Your assignment
All entries must be transcribed exactly, down to the last character.
___ Supplied entries
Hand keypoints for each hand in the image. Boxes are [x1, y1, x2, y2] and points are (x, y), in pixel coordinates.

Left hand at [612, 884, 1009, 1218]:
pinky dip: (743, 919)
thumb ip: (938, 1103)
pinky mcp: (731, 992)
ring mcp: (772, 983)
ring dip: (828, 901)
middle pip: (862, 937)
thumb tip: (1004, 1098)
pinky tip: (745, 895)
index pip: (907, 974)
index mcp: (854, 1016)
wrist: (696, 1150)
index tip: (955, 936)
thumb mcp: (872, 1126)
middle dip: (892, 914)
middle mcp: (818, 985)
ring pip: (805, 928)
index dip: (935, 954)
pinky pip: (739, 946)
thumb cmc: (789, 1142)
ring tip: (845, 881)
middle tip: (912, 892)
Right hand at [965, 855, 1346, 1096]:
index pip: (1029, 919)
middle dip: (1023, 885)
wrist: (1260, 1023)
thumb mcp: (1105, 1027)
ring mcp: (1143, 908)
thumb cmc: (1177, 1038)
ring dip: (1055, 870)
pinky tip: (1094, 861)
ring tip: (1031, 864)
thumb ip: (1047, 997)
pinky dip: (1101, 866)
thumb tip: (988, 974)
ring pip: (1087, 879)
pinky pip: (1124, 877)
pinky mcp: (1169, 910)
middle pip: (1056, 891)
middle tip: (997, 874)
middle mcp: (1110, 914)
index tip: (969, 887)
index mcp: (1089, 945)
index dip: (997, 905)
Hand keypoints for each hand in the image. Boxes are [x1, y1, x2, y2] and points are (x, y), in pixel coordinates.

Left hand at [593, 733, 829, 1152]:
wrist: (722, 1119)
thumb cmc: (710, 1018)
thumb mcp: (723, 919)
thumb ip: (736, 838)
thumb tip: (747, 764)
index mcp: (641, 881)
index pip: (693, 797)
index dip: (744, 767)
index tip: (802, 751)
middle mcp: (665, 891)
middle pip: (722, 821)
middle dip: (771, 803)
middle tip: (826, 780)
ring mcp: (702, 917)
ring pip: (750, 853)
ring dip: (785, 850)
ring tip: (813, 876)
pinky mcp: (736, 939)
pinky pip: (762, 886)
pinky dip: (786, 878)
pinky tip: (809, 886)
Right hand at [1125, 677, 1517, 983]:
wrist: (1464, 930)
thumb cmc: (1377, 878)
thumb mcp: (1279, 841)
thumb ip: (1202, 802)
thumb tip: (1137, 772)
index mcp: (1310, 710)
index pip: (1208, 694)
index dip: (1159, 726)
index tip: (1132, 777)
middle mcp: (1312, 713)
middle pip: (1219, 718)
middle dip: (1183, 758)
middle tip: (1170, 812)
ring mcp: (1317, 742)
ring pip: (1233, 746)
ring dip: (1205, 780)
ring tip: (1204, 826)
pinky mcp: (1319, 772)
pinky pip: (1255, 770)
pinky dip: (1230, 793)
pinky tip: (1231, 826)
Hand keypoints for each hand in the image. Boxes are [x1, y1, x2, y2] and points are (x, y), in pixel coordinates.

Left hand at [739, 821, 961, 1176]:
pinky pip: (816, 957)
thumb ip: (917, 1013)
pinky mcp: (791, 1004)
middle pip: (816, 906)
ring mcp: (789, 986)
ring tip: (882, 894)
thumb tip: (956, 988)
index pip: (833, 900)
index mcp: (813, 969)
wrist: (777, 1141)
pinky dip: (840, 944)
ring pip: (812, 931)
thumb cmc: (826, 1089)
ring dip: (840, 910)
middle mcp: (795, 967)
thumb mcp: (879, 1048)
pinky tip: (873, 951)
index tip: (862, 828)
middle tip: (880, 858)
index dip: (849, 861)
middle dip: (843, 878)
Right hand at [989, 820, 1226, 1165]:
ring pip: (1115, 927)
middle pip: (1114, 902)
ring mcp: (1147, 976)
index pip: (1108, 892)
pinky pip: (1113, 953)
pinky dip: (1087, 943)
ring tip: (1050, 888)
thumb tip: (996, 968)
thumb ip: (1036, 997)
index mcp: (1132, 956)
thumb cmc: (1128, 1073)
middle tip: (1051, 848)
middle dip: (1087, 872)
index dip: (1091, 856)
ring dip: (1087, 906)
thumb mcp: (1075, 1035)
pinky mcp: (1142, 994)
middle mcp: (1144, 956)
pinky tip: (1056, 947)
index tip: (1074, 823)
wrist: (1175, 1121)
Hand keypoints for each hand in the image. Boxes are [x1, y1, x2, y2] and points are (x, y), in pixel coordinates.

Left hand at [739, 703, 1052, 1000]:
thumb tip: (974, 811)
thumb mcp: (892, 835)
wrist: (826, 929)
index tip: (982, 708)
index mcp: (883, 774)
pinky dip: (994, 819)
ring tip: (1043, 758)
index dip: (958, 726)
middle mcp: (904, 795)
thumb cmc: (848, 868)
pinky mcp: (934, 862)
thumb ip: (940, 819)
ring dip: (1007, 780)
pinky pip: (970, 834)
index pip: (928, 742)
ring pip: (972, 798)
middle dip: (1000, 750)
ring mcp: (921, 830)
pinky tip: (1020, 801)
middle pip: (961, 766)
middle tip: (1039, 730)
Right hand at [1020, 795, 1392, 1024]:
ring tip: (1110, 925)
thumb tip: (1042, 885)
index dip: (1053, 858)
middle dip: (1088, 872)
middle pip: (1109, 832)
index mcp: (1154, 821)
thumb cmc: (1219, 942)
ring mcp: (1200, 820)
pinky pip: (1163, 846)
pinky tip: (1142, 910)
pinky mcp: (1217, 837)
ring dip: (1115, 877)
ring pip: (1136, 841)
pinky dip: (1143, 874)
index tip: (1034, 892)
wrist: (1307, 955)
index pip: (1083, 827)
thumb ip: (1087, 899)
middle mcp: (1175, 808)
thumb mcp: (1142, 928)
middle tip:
______
Solution to the problem
Hand keypoints for each hand in the image. Boxes are [x1, y1, x2, y2] and points are (x, y), in pixel coordinates.

Left hand at [612, 884, 1009, 1218]:
pinky dip: (743, 919)
thumb ip: (938, 1103)
pinky mcp: (731, 992)
ring mcp: (772, 983)
ring dip: (828, 901)
middle pip: (862, 937)
thumb tip: (1004, 1098)
pinky tip: (745, 895)
index pip: (907, 974)
index mcp: (854, 1016)
wrist: (696, 1150)
index tip: (955, 936)
thumb mcp: (872, 1126)
middle dip: (892, 914)
middle mcp: (818, 985)
ring pip: (805, 928)
index dip: (935, 954)
pinky pip: (739, 946)
thumb cmc: (789, 1142)
ring tip: (845, 881)
middle tip: (912, 892)
Right hand at [965, 855, 1346, 1096]:
index pip: (1029, 919)
middle dip: (1023, 885)
wrist: (1260, 1023)
thumb mcp: (1105, 1027)
ring mcp: (1143, 908)
thumb cmc: (1177, 1038)
ring dip: (1055, 870)
pinky tip: (1094, 861)
ring tip: (1031, 864)
thumb ip: (1047, 997)
pinky dip: (1101, 866)
thumb tip: (988, 974)
ring pip: (1087, 879)
pinky pip: (1124, 877)
pinky mcp: (1169, 910)
middle pip: (1056, 891)
middle tip: (997, 874)
middle mcp: (1110, 914)
index tip: (969, 887)
index mcp: (1089, 945)
index dip: (997, 905)
Hand keypoints for each hand in the image. Boxes are [x1, y1, x2, y2] and points are (x, y), in pixel coordinates.

Left hand at [593, 733, 829, 1152]:
wrist: (722, 1119)
thumb cmc: (710, 1018)
thumb mcp: (723, 919)
thumb ip: (736, 838)
thumb tip: (747, 764)
index mcp: (641, 881)
index pip: (693, 797)
index dip: (744, 767)
index tip: (802, 751)
middle mcp: (665, 891)
middle pip: (722, 821)
middle dip: (771, 803)
middle tip: (826, 780)
ring mcp: (702, 917)
ring pip: (750, 853)
ring dip: (785, 850)
ring tip: (813, 876)
pinky mcp: (736, 939)
pinky pip: (762, 886)
pinky dip: (786, 878)
pinky tip: (809, 886)
Right hand at [1125, 677, 1517, 983]:
wrist: (1464, 930)
thumb cmc: (1377, 878)
thumb mcp: (1279, 841)
thumb ip: (1202, 802)
thumb tip: (1137, 772)
index mcp: (1310, 710)
index pip: (1208, 694)
index dip: (1159, 726)
index tip: (1132, 777)
middle mcp: (1312, 713)
middle pip: (1219, 718)
middle dip: (1183, 758)
middle tip: (1170, 812)
ring mcp: (1317, 742)
ring pip: (1233, 746)
ring dip: (1205, 780)
ring tip: (1204, 826)
pinky mcp: (1319, 772)
pinky pip: (1255, 770)
pinky dip: (1230, 793)
pinky tip: (1231, 826)
Hand keypoints for each hand in the image. Boxes are [x1, y1, x2, y2] and points are (x, y), in pixel coordinates.

Left hand at [739, 821, 961, 1176]:
pinky pip: (816, 957)
thumb ip: (917, 1013)
pinky mcp: (791, 1004)
middle pip: (816, 906)
ring mcp: (789, 986)
ring tip: (882, 894)
thumb tip: (956, 988)
index pip: (833, 900)
index mcp: (813, 969)
wrist: (777, 1141)
pinky dip: (840, 944)
ring pip: (812, 931)
thumb cmc: (826, 1089)
ring dip: (840, 910)
middle mcp: (795, 967)
thumb mcp: (879, 1048)
pinky tip: (873, 951)
index tip: (862, 828)
middle tip: (880, 858)
index dip: (849, 861)
middle dip: (843, 878)
Right hand at [989, 820, 1226, 1165]:
ring pip: (1115, 927)
middle pip: (1114, 902)
ring mcp: (1147, 976)
index pip: (1108, 892)
pinky pip: (1113, 953)
pinky dip: (1087, 943)
ring tip: (1050, 888)
thumb tip: (996, 968)
thumb ip: (1036, 997)
index mcp: (1132, 956)
thumb cmc: (1128, 1073)
middle tip: (1051, 848)
middle dip: (1087, 872)
index dip: (1091, 856)
ring dip: (1087, 906)
thumb mcp: (1075, 1035)
pinky mcp: (1142, 994)
middle mcp: (1144, 956)
pinky tip: (1056, 947)
index tip: (1074, 823)
wrist: (1175, 1121)
Hand keypoints for each hand in the image. Boxes are [x1, y1, x2, y2] and points are (x, y), in pixel coordinates.

Left hand at [739, 703, 1052, 1000]:
thumb tip: (974, 811)
thumb mcp: (892, 835)
wrist: (826, 929)
index tip: (982, 708)
index mcp: (883, 774)
pinky dip: (994, 819)
ring tip: (1043, 758)
index dip: (958, 726)
middle mcp: (904, 795)
thumb cmc: (848, 868)
pinky mcp: (934, 862)
thumb ip: (940, 819)
ring dip: (1007, 780)
pinky pip: (970, 834)
index pip: (928, 742)
ring pip: (972, 798)
middle dip: (1000, 750)
ring mcp: (921, 830)
pinky tip: (1020, 801)
middle pip: (961, 766)
middle tip: (1039, 730)
Right hand at [1020, 795, 1392, 1024]:
ring tip: (1110, 925)
thumb tip: (1042, 885)
index dip: (1053, 858)
middle dip: (1088, 872)
middle pip: (1109, 832)
index mcp: (1154, 821)
thumb cmc: (1219, 942)
ring mcp: (1200, 820)
pinky pip: (1163, 846)
pinky tip: (1142, 910)
pinky mcp: (1217, 837)
ring dip: (1115, 877)
ring pip: (1136, 841)
pinky dip: (1143, 874)
index tip: (1034, 892)
wrist: (1307, 955)
index pip: (1083, 827)
thumb ip: (1087, 899)
middle mcp: (1175, 808)
thumb mcp: (1142, 928)
middle tip:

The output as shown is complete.